- [Exercise brief] Report how many lines in the listing below include the string "node", and write nothing more.

- [Input data]

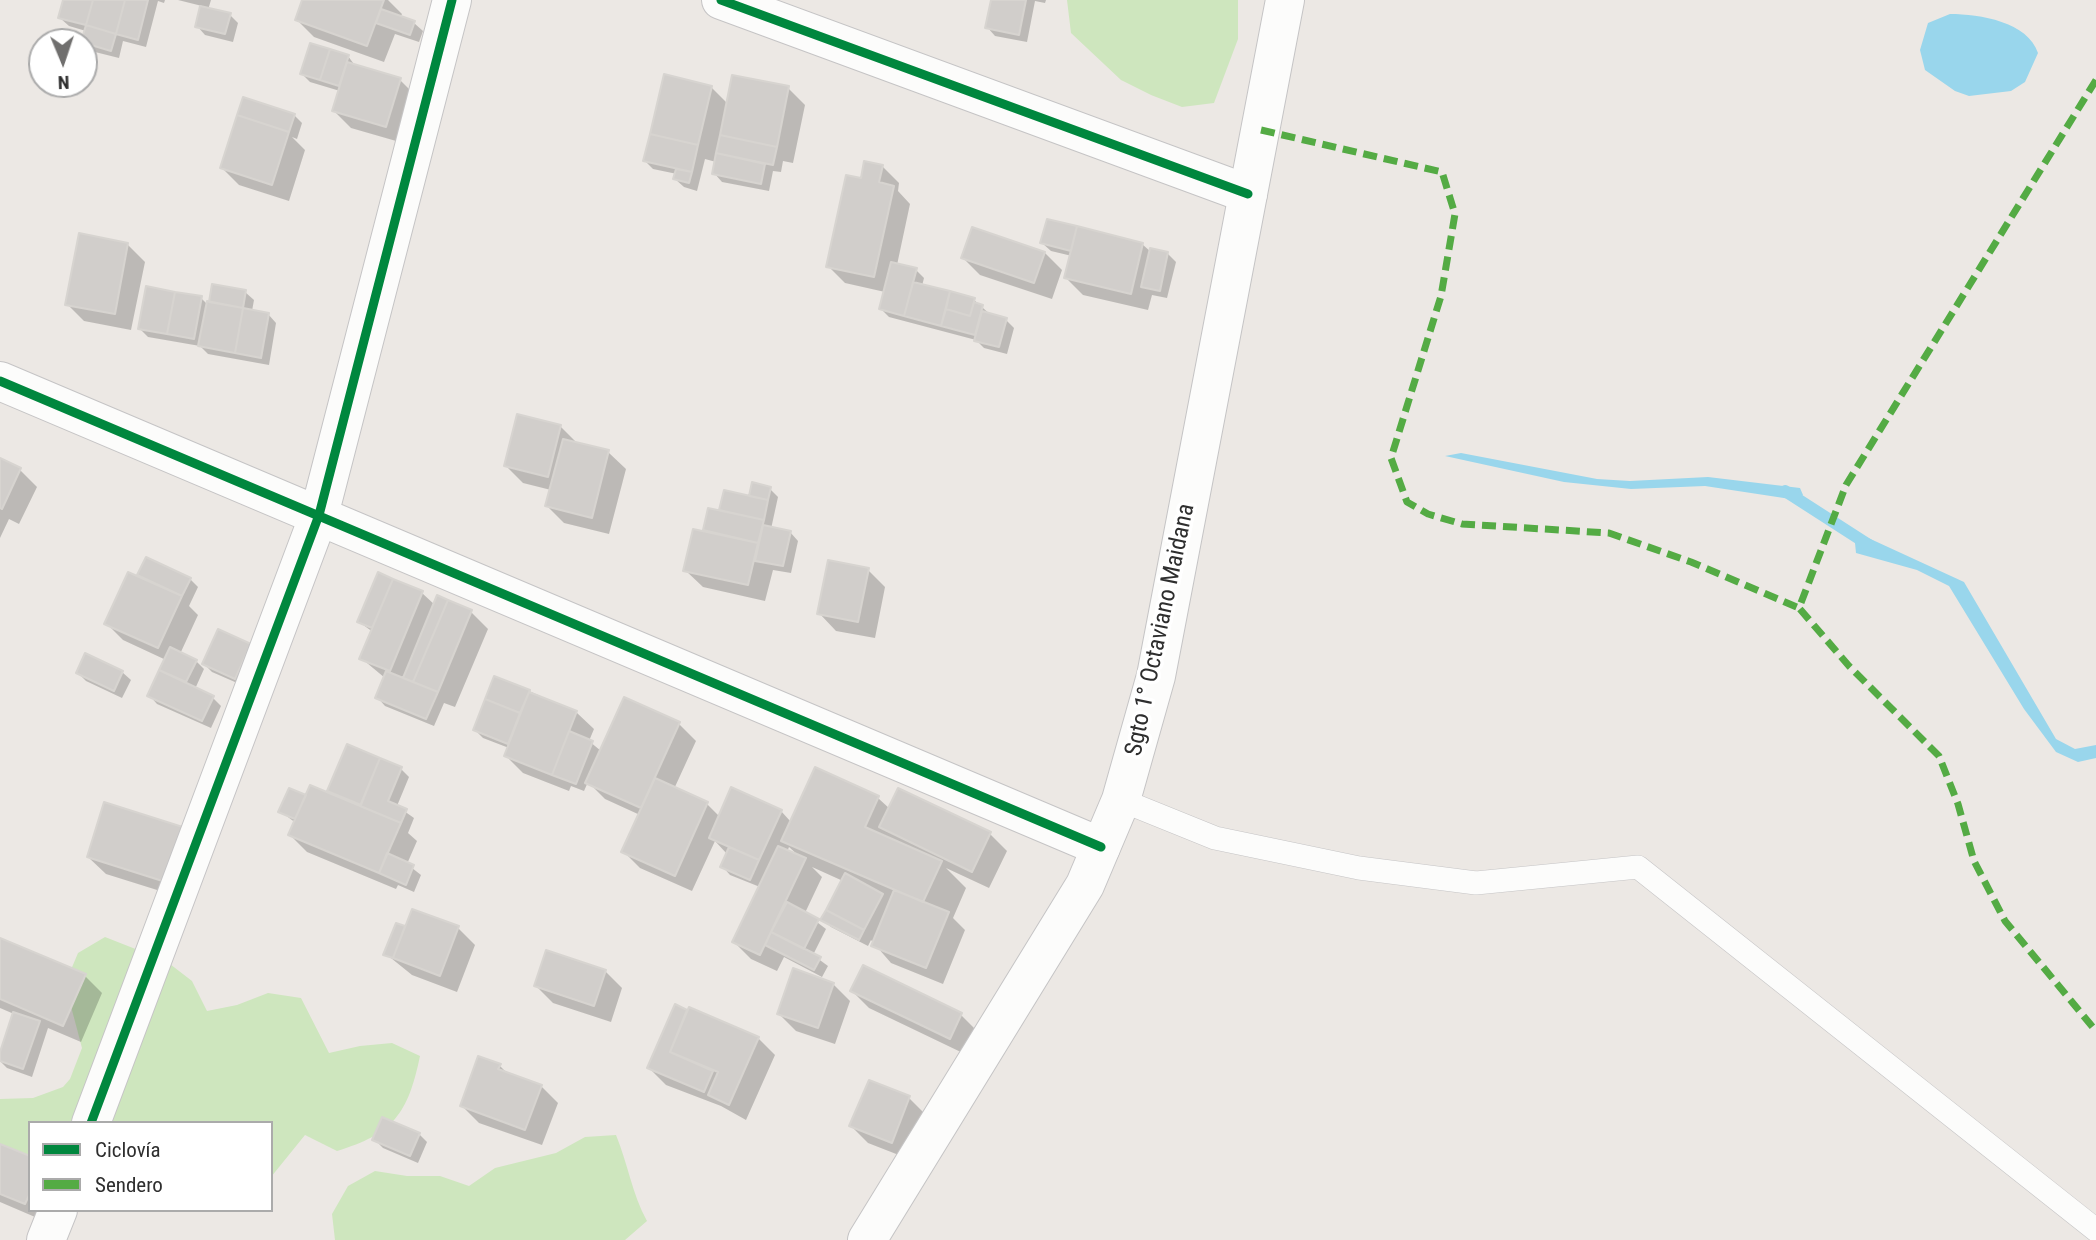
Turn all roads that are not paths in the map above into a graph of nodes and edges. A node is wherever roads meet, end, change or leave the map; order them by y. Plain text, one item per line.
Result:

==

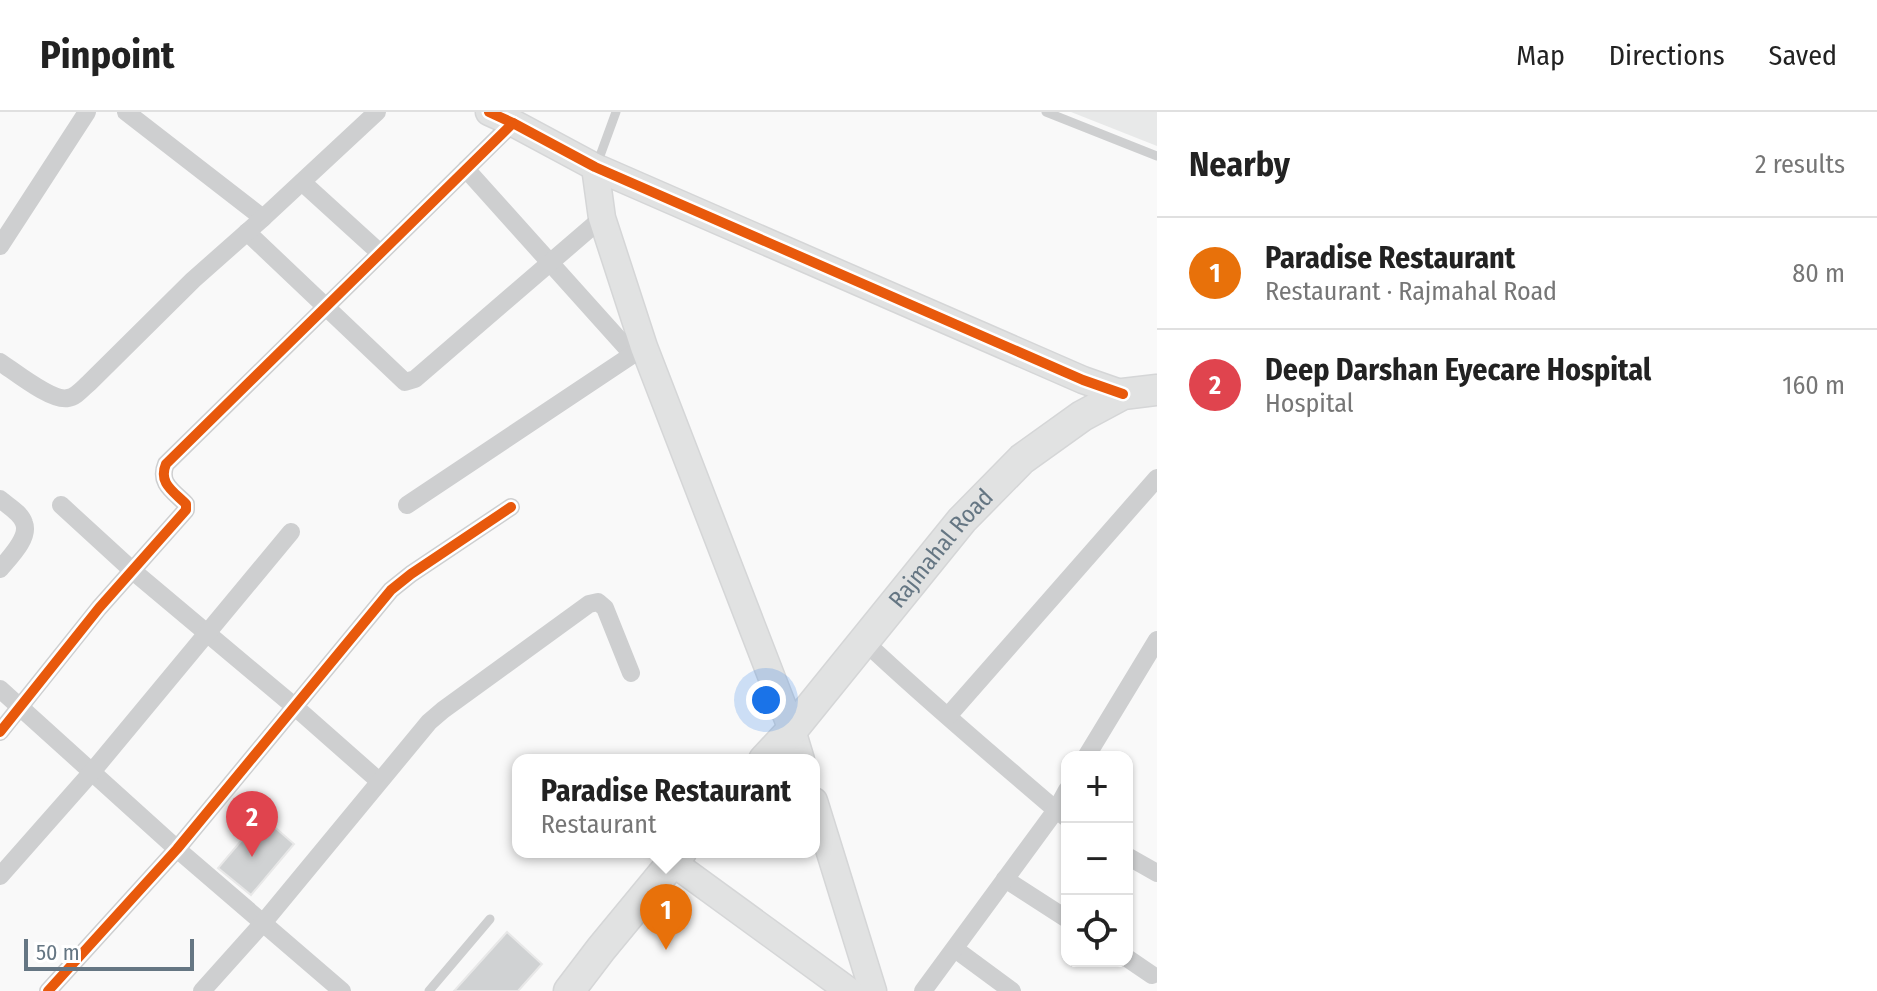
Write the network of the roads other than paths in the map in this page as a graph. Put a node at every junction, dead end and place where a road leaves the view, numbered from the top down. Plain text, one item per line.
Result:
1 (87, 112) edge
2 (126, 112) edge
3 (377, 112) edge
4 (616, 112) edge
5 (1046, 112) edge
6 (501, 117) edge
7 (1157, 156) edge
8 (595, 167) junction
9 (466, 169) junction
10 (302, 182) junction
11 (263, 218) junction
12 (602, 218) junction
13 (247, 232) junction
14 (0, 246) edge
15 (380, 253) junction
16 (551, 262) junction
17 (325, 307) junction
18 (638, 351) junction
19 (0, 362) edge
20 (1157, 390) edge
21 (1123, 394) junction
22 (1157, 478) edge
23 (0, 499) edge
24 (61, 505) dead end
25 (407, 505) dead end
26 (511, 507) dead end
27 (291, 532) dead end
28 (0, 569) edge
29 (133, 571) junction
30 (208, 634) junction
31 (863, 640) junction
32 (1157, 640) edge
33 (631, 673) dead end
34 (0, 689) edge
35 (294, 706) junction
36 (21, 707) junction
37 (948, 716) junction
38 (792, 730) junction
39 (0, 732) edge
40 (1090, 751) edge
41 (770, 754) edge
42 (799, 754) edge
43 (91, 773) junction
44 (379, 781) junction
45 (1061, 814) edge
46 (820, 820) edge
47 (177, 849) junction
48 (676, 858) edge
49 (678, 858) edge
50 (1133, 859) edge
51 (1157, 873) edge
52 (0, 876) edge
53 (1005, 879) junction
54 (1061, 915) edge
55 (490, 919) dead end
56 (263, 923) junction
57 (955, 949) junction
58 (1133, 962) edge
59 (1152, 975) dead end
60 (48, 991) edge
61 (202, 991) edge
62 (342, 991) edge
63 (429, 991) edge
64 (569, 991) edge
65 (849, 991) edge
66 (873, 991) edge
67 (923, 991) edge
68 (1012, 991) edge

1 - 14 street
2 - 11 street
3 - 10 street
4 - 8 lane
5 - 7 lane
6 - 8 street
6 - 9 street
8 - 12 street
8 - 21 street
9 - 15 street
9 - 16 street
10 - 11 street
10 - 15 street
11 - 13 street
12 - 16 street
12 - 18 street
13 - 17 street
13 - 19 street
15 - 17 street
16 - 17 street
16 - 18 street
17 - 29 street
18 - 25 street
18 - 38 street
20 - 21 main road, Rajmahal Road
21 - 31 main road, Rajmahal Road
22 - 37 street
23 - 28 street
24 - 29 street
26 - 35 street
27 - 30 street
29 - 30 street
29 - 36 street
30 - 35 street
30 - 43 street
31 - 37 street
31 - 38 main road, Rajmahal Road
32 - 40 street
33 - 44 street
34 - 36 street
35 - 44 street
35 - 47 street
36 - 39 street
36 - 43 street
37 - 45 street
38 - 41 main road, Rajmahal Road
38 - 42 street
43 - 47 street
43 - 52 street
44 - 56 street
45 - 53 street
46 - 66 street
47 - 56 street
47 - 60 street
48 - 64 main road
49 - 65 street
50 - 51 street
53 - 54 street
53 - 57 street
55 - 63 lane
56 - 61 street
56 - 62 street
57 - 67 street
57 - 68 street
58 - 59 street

...

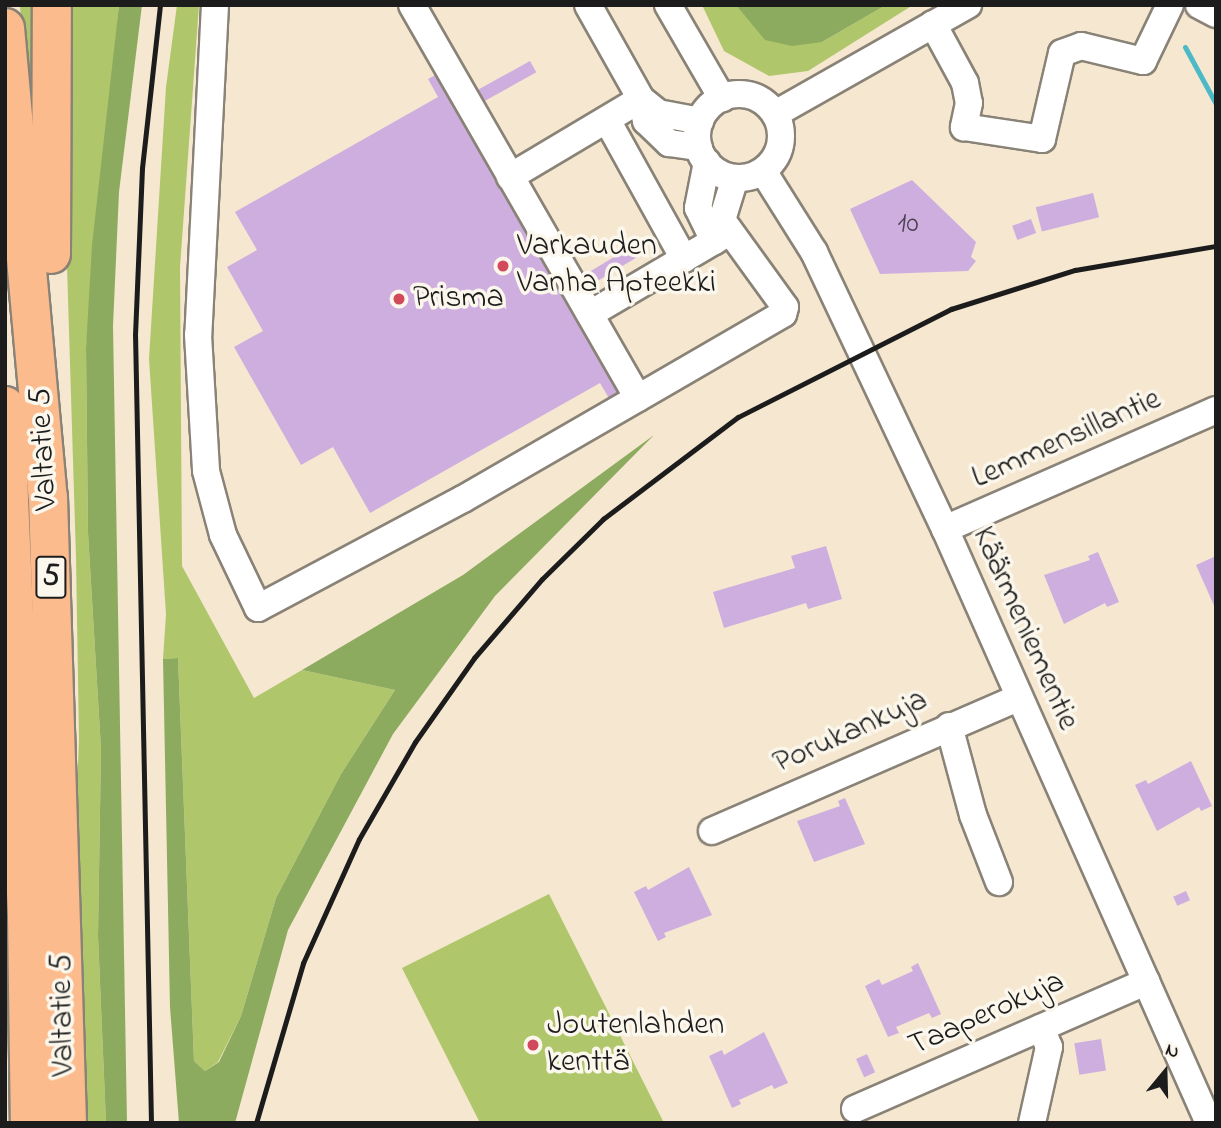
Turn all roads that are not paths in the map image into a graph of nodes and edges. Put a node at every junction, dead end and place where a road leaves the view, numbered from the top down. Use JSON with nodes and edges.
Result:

- [Task result] 3